I asked if I could go across the hallway myself and chat to this Man. She hesitated, and said I could try. I knocked hesitantly on the door, and he looked up with an irritated expression on his face. I attempted to explain my situation. He interrupted loudly, and repeated the same things. I explained again. He interrupted again, even angrier, and started ranting about "all Australians coming here and expecting to get a visa". He said I should've gone via Europe if there was no embassy in Australia. I burst into tears... not deliberately, I just couldn't bear the prospect of hopping on another plane and coming straight back to Australia. He yelled at me and threatened to make me leave the building. I apologised, and he angrily told me to wait in the waiting room till the Ambassador arrived - when, he did not know.
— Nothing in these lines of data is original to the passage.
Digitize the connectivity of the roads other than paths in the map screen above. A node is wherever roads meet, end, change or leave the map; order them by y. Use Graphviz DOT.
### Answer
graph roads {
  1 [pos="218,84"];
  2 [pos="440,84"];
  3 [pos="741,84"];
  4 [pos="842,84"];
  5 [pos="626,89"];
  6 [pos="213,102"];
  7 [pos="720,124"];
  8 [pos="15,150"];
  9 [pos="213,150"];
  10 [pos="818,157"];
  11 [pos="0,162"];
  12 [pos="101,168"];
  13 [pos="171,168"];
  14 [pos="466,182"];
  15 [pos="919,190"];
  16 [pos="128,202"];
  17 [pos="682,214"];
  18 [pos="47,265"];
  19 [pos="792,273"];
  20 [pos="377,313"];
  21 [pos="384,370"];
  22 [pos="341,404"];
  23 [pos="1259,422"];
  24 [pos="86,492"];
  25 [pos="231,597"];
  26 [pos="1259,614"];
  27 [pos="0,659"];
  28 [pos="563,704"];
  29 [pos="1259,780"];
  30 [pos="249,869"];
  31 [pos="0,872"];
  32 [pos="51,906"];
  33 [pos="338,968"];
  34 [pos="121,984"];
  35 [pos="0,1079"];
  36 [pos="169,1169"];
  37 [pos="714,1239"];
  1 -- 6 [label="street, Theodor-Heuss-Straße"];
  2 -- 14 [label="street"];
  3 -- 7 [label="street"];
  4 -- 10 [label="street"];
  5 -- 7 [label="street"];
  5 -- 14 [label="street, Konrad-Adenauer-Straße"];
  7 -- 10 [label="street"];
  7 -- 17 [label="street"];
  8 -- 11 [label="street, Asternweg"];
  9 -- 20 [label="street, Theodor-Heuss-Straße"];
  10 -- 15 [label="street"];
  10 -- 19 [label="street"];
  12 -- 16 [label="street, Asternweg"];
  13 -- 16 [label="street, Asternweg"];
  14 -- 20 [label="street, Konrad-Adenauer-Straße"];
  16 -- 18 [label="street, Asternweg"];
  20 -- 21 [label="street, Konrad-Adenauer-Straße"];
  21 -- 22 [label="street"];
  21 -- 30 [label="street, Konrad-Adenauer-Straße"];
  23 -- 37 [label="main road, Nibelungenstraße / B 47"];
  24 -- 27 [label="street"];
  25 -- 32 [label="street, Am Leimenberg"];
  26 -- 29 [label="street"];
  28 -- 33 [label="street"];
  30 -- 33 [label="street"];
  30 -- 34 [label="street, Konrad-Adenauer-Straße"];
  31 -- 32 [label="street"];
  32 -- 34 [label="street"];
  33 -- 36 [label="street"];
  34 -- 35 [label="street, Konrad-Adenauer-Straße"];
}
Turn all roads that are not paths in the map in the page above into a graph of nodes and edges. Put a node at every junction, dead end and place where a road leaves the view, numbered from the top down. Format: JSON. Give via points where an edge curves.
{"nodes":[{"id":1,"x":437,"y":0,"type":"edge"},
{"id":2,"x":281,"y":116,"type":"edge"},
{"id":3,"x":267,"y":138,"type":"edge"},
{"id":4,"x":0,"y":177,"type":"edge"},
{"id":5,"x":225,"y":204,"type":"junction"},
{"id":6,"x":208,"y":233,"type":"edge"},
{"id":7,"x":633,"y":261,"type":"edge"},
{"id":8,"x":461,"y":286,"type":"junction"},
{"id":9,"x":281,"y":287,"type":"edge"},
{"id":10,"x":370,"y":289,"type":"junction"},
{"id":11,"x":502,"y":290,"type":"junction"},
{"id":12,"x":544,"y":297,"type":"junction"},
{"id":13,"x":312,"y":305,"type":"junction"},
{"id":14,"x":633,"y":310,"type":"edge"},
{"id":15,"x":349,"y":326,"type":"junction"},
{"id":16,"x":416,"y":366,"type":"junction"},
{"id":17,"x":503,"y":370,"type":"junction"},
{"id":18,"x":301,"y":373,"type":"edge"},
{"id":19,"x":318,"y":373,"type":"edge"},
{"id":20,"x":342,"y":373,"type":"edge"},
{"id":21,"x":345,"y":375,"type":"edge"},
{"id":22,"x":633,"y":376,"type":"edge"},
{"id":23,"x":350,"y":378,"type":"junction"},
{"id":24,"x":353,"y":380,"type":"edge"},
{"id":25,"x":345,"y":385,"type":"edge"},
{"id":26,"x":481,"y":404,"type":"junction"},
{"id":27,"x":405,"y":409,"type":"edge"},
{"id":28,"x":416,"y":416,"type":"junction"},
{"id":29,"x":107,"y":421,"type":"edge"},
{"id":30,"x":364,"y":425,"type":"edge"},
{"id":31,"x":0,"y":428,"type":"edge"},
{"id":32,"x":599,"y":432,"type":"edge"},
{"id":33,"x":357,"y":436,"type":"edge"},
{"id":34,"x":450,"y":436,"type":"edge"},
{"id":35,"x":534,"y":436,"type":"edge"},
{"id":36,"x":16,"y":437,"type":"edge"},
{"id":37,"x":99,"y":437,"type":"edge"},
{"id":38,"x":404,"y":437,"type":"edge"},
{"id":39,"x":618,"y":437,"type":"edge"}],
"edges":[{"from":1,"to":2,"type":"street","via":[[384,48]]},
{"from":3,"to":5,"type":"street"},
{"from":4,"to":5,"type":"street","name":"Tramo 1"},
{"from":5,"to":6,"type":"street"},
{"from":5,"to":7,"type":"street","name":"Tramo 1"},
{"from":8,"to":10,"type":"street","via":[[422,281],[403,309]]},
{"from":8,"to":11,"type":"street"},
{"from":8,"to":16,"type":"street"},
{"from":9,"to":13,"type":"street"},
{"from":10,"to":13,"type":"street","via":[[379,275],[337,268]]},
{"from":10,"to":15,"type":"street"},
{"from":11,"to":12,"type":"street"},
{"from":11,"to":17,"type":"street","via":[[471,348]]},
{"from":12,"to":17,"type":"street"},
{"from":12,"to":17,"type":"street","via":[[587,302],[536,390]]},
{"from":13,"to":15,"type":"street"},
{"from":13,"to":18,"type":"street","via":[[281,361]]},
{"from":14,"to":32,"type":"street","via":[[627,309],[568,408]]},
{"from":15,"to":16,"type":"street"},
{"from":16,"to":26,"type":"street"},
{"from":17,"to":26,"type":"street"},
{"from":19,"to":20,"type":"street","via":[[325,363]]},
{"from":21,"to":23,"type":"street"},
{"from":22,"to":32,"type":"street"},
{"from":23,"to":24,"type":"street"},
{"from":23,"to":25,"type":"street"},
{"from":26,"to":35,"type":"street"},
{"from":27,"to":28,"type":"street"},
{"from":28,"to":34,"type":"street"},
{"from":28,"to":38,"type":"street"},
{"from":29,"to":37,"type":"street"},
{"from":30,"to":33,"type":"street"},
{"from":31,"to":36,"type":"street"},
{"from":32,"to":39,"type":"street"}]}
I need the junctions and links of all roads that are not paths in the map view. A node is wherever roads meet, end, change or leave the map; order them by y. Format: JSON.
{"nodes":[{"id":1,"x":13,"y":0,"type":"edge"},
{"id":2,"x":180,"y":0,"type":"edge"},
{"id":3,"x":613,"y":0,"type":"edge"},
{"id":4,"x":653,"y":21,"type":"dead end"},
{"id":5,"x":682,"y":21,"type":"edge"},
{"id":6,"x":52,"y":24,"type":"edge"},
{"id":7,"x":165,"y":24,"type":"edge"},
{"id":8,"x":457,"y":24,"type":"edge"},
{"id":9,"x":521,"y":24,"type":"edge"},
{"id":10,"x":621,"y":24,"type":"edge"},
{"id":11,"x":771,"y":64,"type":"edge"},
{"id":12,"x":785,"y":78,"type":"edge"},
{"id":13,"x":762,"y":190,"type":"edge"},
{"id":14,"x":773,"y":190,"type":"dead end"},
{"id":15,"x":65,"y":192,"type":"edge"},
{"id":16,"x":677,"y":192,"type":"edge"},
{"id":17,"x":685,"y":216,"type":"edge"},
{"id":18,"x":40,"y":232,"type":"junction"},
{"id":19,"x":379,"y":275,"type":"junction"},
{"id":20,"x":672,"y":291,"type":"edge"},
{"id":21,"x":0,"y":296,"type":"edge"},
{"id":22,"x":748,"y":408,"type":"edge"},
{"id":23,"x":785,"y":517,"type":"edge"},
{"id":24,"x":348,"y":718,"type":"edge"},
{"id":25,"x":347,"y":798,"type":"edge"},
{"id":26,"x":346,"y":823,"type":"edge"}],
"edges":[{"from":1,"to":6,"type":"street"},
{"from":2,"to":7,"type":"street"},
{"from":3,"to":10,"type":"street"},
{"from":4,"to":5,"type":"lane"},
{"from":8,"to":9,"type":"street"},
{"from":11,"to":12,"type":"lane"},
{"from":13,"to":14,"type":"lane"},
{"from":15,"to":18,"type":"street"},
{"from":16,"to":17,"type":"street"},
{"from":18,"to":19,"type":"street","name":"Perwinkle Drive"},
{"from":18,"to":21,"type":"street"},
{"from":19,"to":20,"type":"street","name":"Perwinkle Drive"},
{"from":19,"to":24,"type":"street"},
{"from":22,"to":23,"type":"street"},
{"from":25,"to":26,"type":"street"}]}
I sat in the waiting room, thoroughly distraught and pessimistic about the whole thing, and tried to concentrate on reading my novel. 45 minutes later, the Man returned and asked me to come in to his office again (no sign of the Ambassador whatsoever), and proceeded to ask for my paperwork, do some stamping and approve my visa application!!! I then just had to do a few errands (to the bank, etc) to pay for it, and then he told me to return at 3.30 (on the dot!) on Friday to pick up my passport and my visa!!!
You can understand how my ability to trust God has considerably strengthened through this last 6 months of saga after saga!
My thoughts went continually back to Lucy and Seth... there is no way she would've tolerated the last 36 hours... thank the good Lord that we decided that Seth and Lucy would stay at home!
Such luxury, then, after traipsing across a hot, dusty Nairobi city centre, with my heavy pack on my back, to arrive at my hotel, with a big, clean bed and air-conditioning.
Since that afternoon, I've been catching up on lost sleep, having some odd meals, trying to find good coffee, exploring Nairobi city by foot (can't be bothered doing touristy things that I've done before, especially now that I'm on my own, with noone to show!), attempting communication with Seth, finding a 2nd-hand bookshop, and trying to rest before the next leg of my journey, starting at 5am tomorrow morning (assuming I do get my visa today - one can never be too sure!).
Tomorrow, I fly to Kigali (Rwandan capital), then from Kigali to Kamembe (Rwandan town on the border with DRC), and then one of Dad's friends will pick me up in a taxi, and we'll attempt the border crossing into Bukavu, DRC - at around 3pm on Saturday, the 30th (Rwanda is 8 hours behind Australia). For this, your prayers will be hugely appreciated!
Thanks again for following. Will continue to do my best to update you frequently.